%%

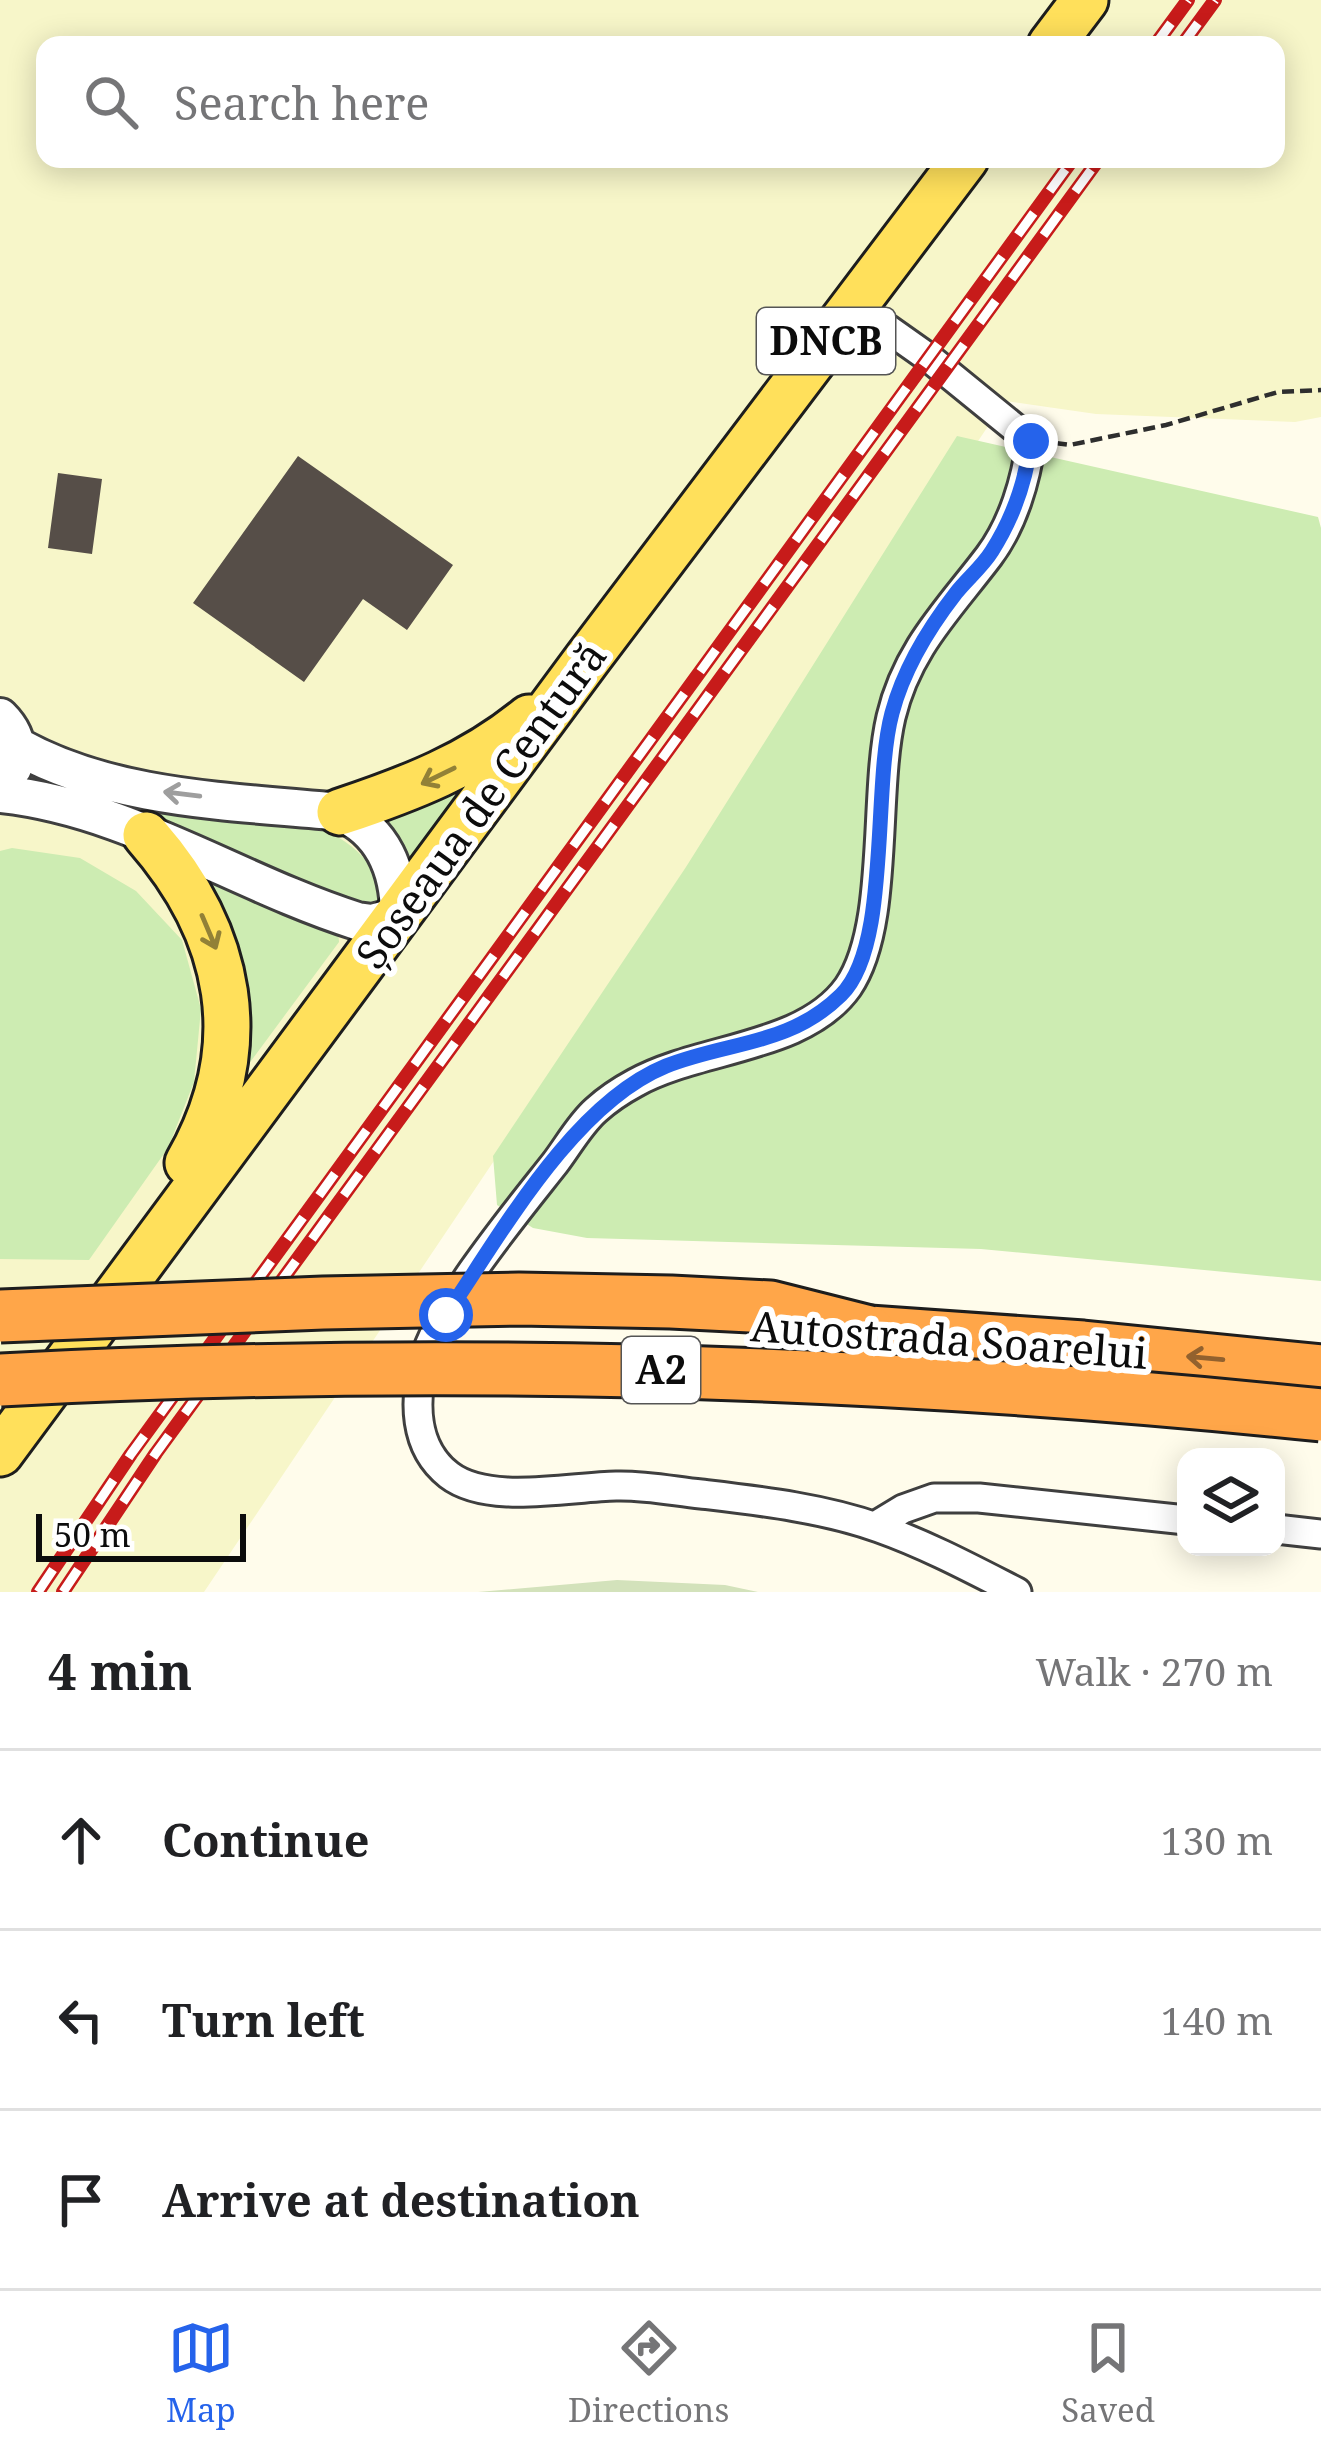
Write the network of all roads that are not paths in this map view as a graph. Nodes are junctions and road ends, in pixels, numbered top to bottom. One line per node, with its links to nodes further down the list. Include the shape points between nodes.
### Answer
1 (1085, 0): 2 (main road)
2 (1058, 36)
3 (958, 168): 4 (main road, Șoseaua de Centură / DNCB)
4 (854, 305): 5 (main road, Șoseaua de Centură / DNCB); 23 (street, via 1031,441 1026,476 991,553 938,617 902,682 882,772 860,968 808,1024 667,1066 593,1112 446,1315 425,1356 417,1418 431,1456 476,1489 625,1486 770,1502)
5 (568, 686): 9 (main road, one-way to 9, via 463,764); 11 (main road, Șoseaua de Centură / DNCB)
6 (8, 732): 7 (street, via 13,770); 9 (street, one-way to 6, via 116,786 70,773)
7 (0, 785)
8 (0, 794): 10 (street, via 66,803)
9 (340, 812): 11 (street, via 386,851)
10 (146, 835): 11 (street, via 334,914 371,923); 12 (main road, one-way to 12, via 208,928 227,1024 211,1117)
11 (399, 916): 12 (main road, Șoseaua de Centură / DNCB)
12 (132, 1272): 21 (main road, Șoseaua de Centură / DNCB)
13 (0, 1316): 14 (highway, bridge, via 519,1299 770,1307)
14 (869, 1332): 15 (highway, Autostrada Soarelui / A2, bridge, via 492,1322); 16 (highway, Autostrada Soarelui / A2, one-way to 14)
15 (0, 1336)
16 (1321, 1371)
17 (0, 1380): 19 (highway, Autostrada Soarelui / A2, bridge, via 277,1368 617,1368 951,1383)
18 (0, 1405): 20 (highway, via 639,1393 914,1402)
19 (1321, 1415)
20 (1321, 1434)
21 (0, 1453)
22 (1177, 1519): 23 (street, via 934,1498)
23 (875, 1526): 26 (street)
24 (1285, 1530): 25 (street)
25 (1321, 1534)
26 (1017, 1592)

%%

> **Activity**:
Show each line from the material above where the string "road" can be found.

> **Solution for this problem**:
Write the network of all roads that are not paths in this map view as a graph. Nodes are junctions and road ends, in pixels, numbered top to bottom. One line per node, with its links to nodes further down the list. Include the shape points between nodes.
1 (1085, 0): 2 (main road)
3 (958, 168): 4 (main road, Șoseaua de Centură / DNCB)
4 (854, 305): 5 (main road, Șoseaua de Centură / DNCB); 23 (street, via 1031,441 1026,476 991,553 938,617 902,682 882,772 860,968 808,1024 667,1066 593,1112 446,1315 425,1356 417,1418 431,1456 476,1489 625,1486 770,1502)
5 (568, 686): 9 (main road, one-way to 9, via 463,764); 11 (main road, Șoseaua de Centură / DNCB)
10 (146, 835): 11 (street, via 334,914 371,923); 12 (main road, one-way to 12, via 208,928 227,1024 211,1117)
11 (399, 916): 12 (main road, Șoseaua de Centură / DNCB)
12 (132, 1272): 21 (main road, Șoseaua de Centură / DNCB)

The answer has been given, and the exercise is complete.